Bus station accommodation:
Not a highlight of my trans siberian railway experience. In the last 6 years I’ve stayed in some skanky accommodation, bed bugs, no running water, hookers drifting in and out of rooms – none of it phases me too much, but this little beauty is right up there with my worst accommodation!
Located in the bus station (yep, actually in it), we rented a twin room, with no running water, no bathroom, no sheets and 2 very battered mattresses and some strange stains on the floor.
I only stayed one night, but it was long enough to work out that the stains were in fact puke on the floor and that the holes in the walls were rat dens. The rat den discovery was due to the fact that in the shared bathroom was a sticky tab to catch creatures, I went for a pee and was greeted by a squealing, gyrating rat stuck to the tab, fighting for his life, 30cm from the toilet. Wonderful way to start the morning.
The worst thing about this place was that it cost $27 a night! Damn that new oil money dragging the prices up everywhere.
Mongolia Shaman possession:
I wrote an article about this here. In a nutshell, I stayed with a nomadic Mongolian family who’s son recently became a shaman, he then became possessed by two spirits. I stayed in their tent on a night of a full moon when the Shaman became repossessed so he had to exorcise the spirits from his body immediately, while I sat there for 2 hours watching the ritual. Amazing, but not too sure your insurance will cover you if something went wrong here!
Traveling 3rd class:
In a bid to maintain my budget travel policies I choose to book 3rd class tickets where available on the Trans Siberian journey. This consists of 6 beds to each section, with 10 sections per carriage. Each section is about the size of a king-size bed, so it’s cramped beyond belief.
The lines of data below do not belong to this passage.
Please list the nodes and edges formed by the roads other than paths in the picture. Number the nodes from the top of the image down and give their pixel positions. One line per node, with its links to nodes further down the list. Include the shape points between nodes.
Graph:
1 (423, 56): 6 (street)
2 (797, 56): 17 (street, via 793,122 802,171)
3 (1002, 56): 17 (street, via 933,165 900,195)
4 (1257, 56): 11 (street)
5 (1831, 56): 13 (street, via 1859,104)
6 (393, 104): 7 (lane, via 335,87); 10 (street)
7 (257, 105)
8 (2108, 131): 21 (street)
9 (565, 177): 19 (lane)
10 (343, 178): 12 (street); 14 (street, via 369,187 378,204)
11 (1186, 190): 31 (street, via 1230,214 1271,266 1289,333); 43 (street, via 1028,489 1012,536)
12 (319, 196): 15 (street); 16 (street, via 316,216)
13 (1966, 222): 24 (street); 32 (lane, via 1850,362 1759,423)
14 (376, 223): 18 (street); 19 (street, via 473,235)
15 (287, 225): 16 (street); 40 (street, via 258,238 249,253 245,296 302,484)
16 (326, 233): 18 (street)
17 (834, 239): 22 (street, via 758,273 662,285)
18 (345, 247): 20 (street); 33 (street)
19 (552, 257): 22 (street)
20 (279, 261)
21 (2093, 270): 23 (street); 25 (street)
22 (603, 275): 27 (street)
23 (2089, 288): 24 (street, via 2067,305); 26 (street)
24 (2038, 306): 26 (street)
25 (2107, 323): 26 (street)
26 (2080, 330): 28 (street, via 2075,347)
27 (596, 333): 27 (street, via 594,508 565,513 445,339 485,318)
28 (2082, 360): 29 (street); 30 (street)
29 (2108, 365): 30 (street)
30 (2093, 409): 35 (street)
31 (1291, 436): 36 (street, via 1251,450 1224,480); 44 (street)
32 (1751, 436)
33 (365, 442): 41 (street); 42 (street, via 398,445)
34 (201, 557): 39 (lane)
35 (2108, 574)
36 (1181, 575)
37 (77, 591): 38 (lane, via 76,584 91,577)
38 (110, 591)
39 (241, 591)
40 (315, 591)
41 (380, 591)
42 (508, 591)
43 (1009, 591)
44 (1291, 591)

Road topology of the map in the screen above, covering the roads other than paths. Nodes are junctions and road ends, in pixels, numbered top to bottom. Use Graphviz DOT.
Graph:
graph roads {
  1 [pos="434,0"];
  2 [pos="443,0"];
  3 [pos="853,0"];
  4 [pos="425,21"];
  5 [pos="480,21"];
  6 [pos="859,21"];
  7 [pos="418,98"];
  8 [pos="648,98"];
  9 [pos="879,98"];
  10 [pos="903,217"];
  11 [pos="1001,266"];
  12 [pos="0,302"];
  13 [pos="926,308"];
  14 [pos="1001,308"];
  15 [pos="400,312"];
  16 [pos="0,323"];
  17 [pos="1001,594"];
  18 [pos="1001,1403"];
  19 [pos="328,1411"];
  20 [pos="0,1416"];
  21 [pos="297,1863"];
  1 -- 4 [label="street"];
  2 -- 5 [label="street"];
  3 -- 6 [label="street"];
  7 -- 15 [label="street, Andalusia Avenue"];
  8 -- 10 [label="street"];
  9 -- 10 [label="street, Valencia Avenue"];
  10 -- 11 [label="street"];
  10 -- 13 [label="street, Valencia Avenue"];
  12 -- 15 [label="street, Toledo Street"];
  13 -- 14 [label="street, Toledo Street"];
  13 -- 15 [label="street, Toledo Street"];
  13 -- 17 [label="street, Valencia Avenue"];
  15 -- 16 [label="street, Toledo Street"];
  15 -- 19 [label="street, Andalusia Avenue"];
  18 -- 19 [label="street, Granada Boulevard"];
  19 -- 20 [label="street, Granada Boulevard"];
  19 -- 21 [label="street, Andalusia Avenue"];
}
After sharing booze with an Uzbek family, drinking with Russian soldiers, sharing salami and hard liquor with Kazaks, getting my photo taken endless times and having entire conversations with people despite the fact that my Russian is constricted to about 3 words, I discovered that if you really wanna ‘feel’ the Trans Siberian, cattle class is the only way to go.
Renting out a gay Russian bath house:
I’ve written an article about this little mishap, which ultimately turned out pretty cool, but suffice to say a naked Russian bathhouse with a mirrored bedroom as the centerpiece and naked dudes all over the walls is probably not the standard Russian bathhouse the people in the Lonely Planet were suggesting we visit. Ooops.